My head is thick and hazy, and now he’s coming over. Slowly. My breath slams up my throat at the same time I attempt to swallow the pooled saliva in my mouth, and I cough.
He stops inches from me, and I feel his heat. It might be twenty-seven degrees outside, but my body is an inferno. Only he can do this to me. Only Noah can take my world and shake it, emptying from it my secrets and fears, my insecurities and pleasures. It piles up around me like little mounds of coins.
“I’m a gimp, you know. You could’ve at least come to me.”
Noah leans into his crutches, his voice faintly playful. He doesn’t smile, but his eyes look full, like he has words and emotions in triplicate, and they might all come tumbling out in an instant.
“I…couldn’t.” It’s not enough, but I know he’ll understand. My shoulders lift a fraction and drop.
“I get it. I saw you first. I had more time to recover.”
My whole body wants to reach out, touch him, run my fingers over his lips. Two years since we last saw each other. Two years since I’ve felt him, smelled him, tasted him.
Noah, my heart screams.
“Are you okay?” I point to his leg.
“Yeah.” He looks down. “Torn ACL
. During a game.”
When his gaze returns to mine, I see it. His vulnerability, the trademark confidence missing. It wrecks me.
“You didn’t see it?” His voice is soft, tinged with hope.
I know what he’s really asking. Do you watch me? And with the answer to that question comes a confirmation neither of us need. You still care.
“No,” I lie, looking out into the crowd of nameless faces. I saw his injury, but it’s best not to go down that road. Any question of residual feelings and it leaves us wide open to possibilities we should no longer have.
“Um, hi.” Matt’s voice bursts through my thoughts. “Here, Ember.” A bag of something lands on the seat beside me. Matt holds out a hand to Noah, and Noah shakes it. It takes Matt less than a second of looking straight at Noah to place him. “Shit! You’re Noah Sutton!”
Noah smiles tightly, pulling his hand away.
“Man, we were watching the game where you got hit.” Matt’s talking quickly, his excitement bowling over any desire to appear cool in front of his favorite soccer player. “That was low. That guy deserved more than a red card.”

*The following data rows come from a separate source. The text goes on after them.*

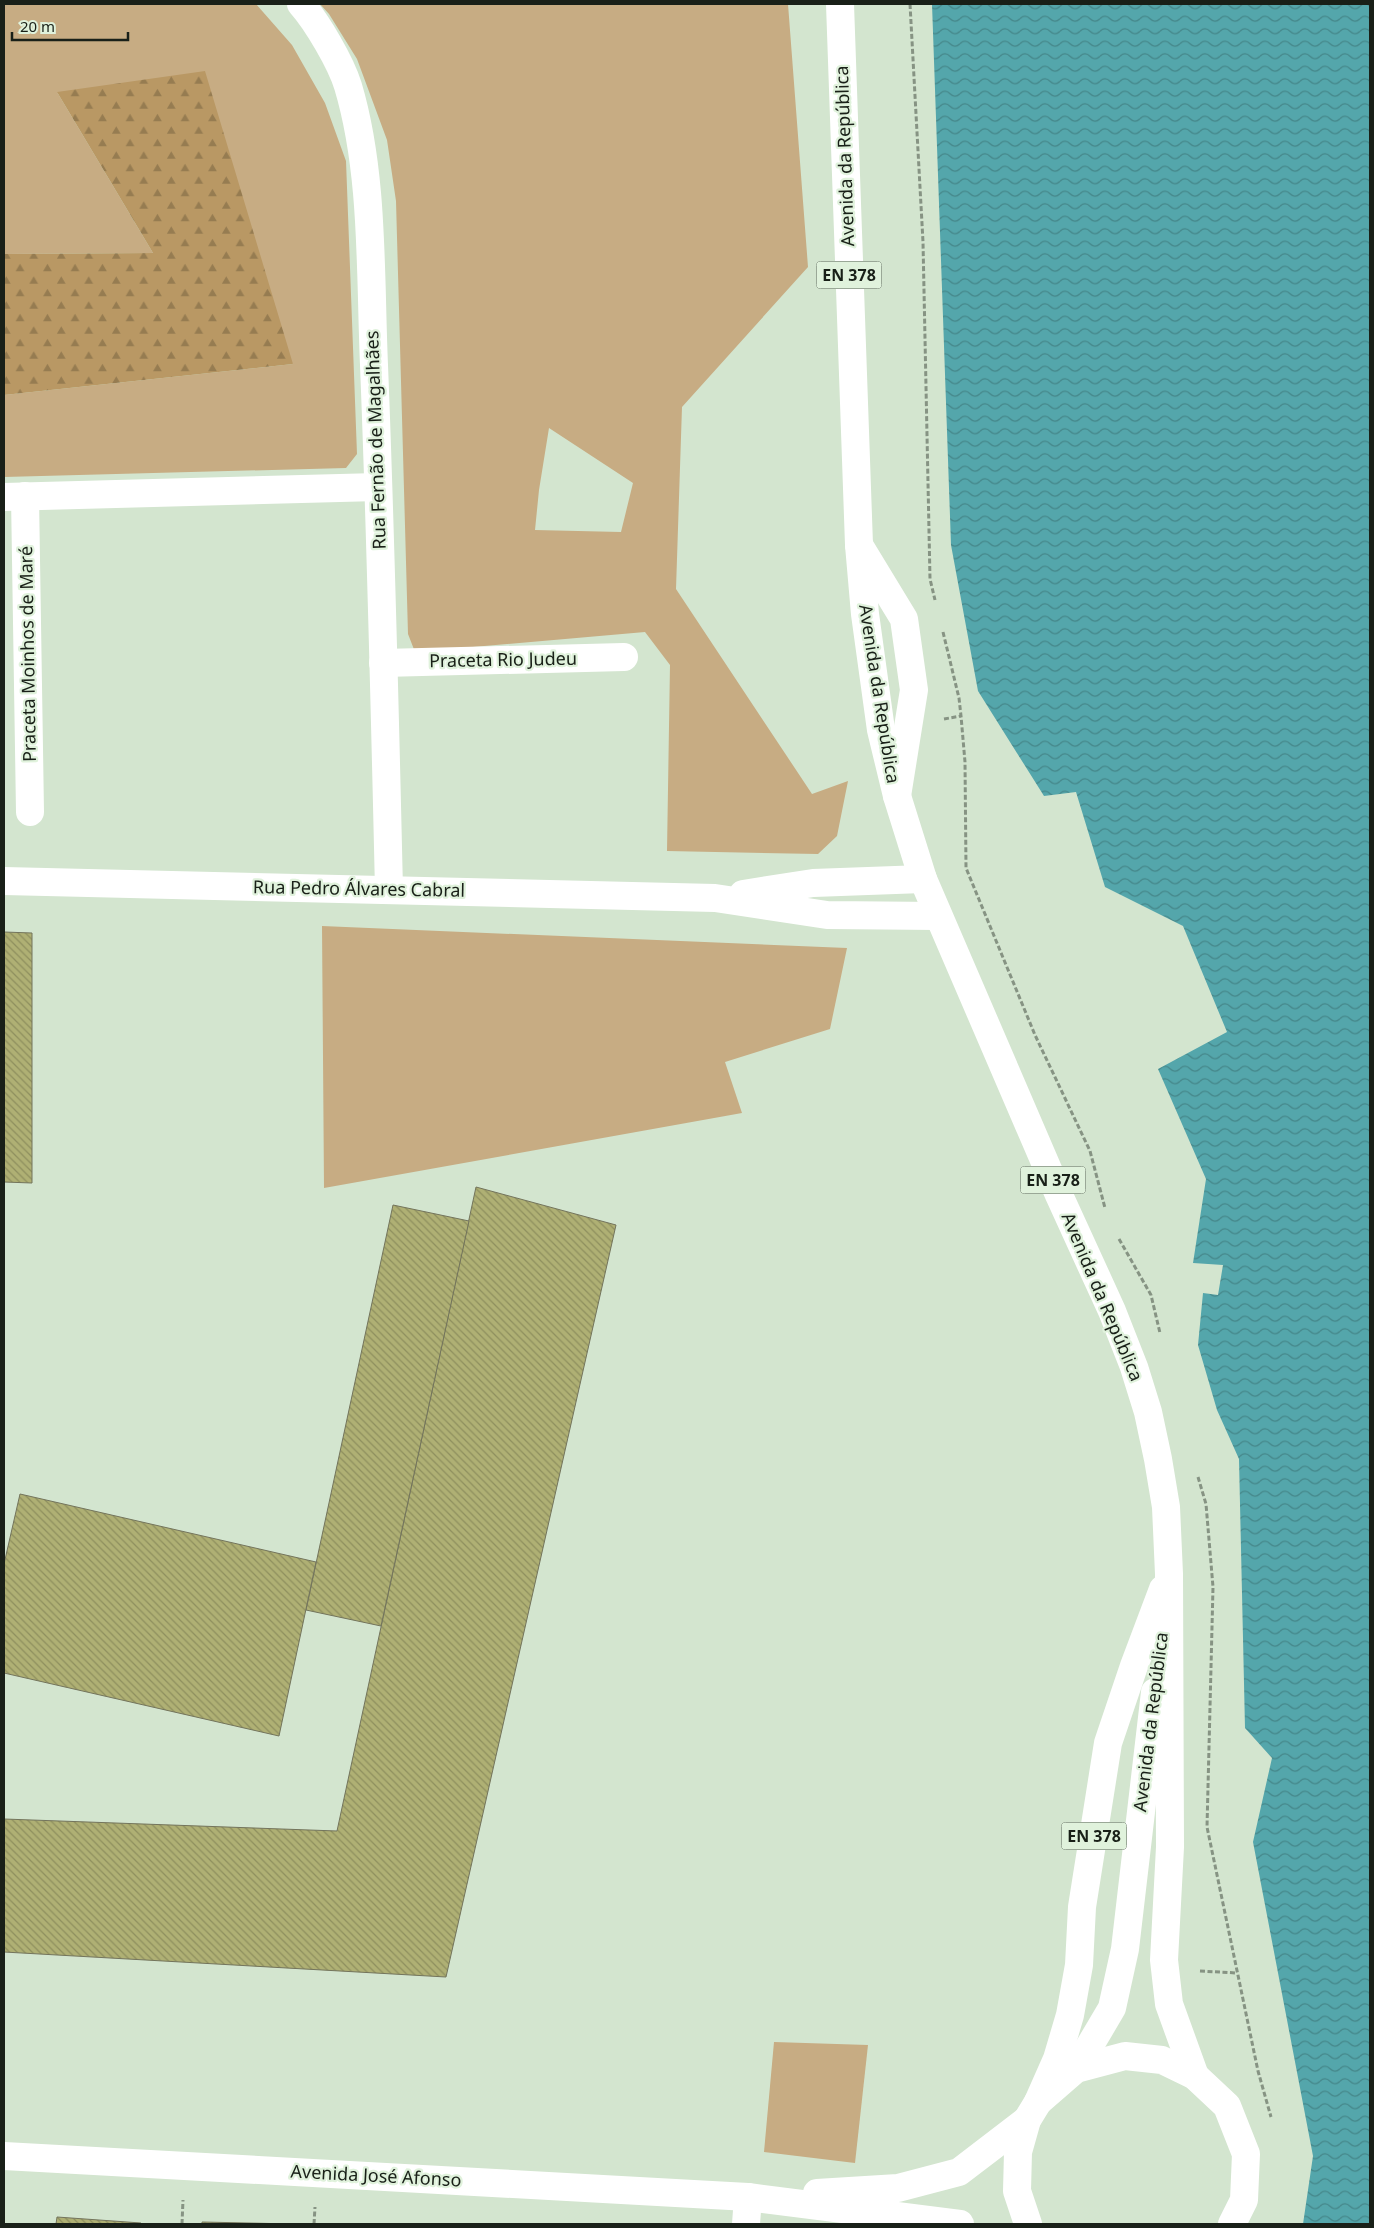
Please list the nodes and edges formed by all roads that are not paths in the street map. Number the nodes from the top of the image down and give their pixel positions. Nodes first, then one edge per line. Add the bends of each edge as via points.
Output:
1 (301, 4) edge
2 (840, 4) edge
3 (378, 487) junction
4 (14, 496) edge
5 (859, 545) junction
6 (624, 657) dead end
7 (383, 663) junction
8 (897, 796) junction
9 (30, 812) dead end
10 (923, 879) junction
11 (4, 881) edge
12 (389, 890) junction
13 (715, 898) junction
14 (938, 916) junction
15 (1169, 1574) junction
16 (1076, 2069) junction
17 (1195, 2076) junction
18 (1032, 2111) junction
19 (4, 2156) edge
20 (748, 2197) junction
21 (746, 2224) edge
22 (960, 2224) edge
23 (1028, 2224) edge
24 (1232, 2224) edge

1 - 3 street, Rua Fernão de Magalhães via 348,84 366,177
2 - 5 street, Avenida da República / EN 378
3 - 4 street
3 - 7 street, Rua Fernão de Magalhães
4 - 9 street, Praceta Moinhos de Maré
5 - 8 street, Avenida da República / EN 378 via 881,730
5 - 8 street via 904,618 914,690
6 - 7 street, Praceta Rio Judeu
7 - 12 street, Rua Fernão de Magalhães
8 - 10 street, Avenida da República / EN 378
10 - 13 street, Rua Pedro Álvares Cabral via 813,884
10 - 14 street, Avenida da República / EN 378
11 - 12 street, Rua Pedro Álvares Cabral
12 - 13 street, Rua Pedro Álvares Cabral
13 - 14 street, Rua Pedro Álvares Cabral via 827,915
14 - 15 street, Avenida da República / EN 378 via 1134,1367 1158,1459 1166,1507
15 - 16 street, Avenida da República / EN 378 via 1125,1949 1112,2008
15 - 17 street, Avenida da República / EN 378 via 1170,1846 1164,1960 1169,2004
15 - 18 street, EN 378 via 1108,1743 1082,1907 1079,1966 1070,2016 1057,2059
16 - 17 street, Avenida da República / EN 378 via 1125,2056 1162,2060
16 - 18 street, Avenida da República / EN 378
17 - 24 street, Avenida da República / EN 378 via 1227,2106 1246,2154 1244,2200
18 - 20 street, Avenida José Afonso via 959,2172 898,2188
18 - 23 street, EN 378 via 1018,2152 1016,2191
19 - 20 street, Avenida José Afonso
20 - 21 street
20 - 22 street, Avenida José Afonso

Noah’s hair brushes his forehead with his nod. Murmuring his thanks to Matt, his eyes remain laser-focused on me. I shift, uncomfortable, and look away. Yes, I lied to you.
Matt comes to his senses and says my name. I meet his confused gaze. “Do you guys know each other?” He glances from me to Noah.
My legs finally feel strong enough to stand on, so I rise. Two pairs of eyes study me, waiting for my answer. “We went to high school together. Noah, this is Matt.” I gesture between them.
I’m trying not to let guilt flavor my words too much, but it’s there anyway. Matt and I watched the game where Noah was injured. Sort of, anyway. I don’t watch sports. Instead, I was curled up in the sheets of our hotel bed, reading a book. Every so often Matt leapt from the couch and yelled complaints at the game on the TV, and I looked up. He yelled when Noah was injured, even told me Noah was carted off the field, and I didn’t say a word. Not because I didn’t care. I spent the next day furtively looking up every article I could find about Noah’s injury, and still I didn’t tell Matt anything.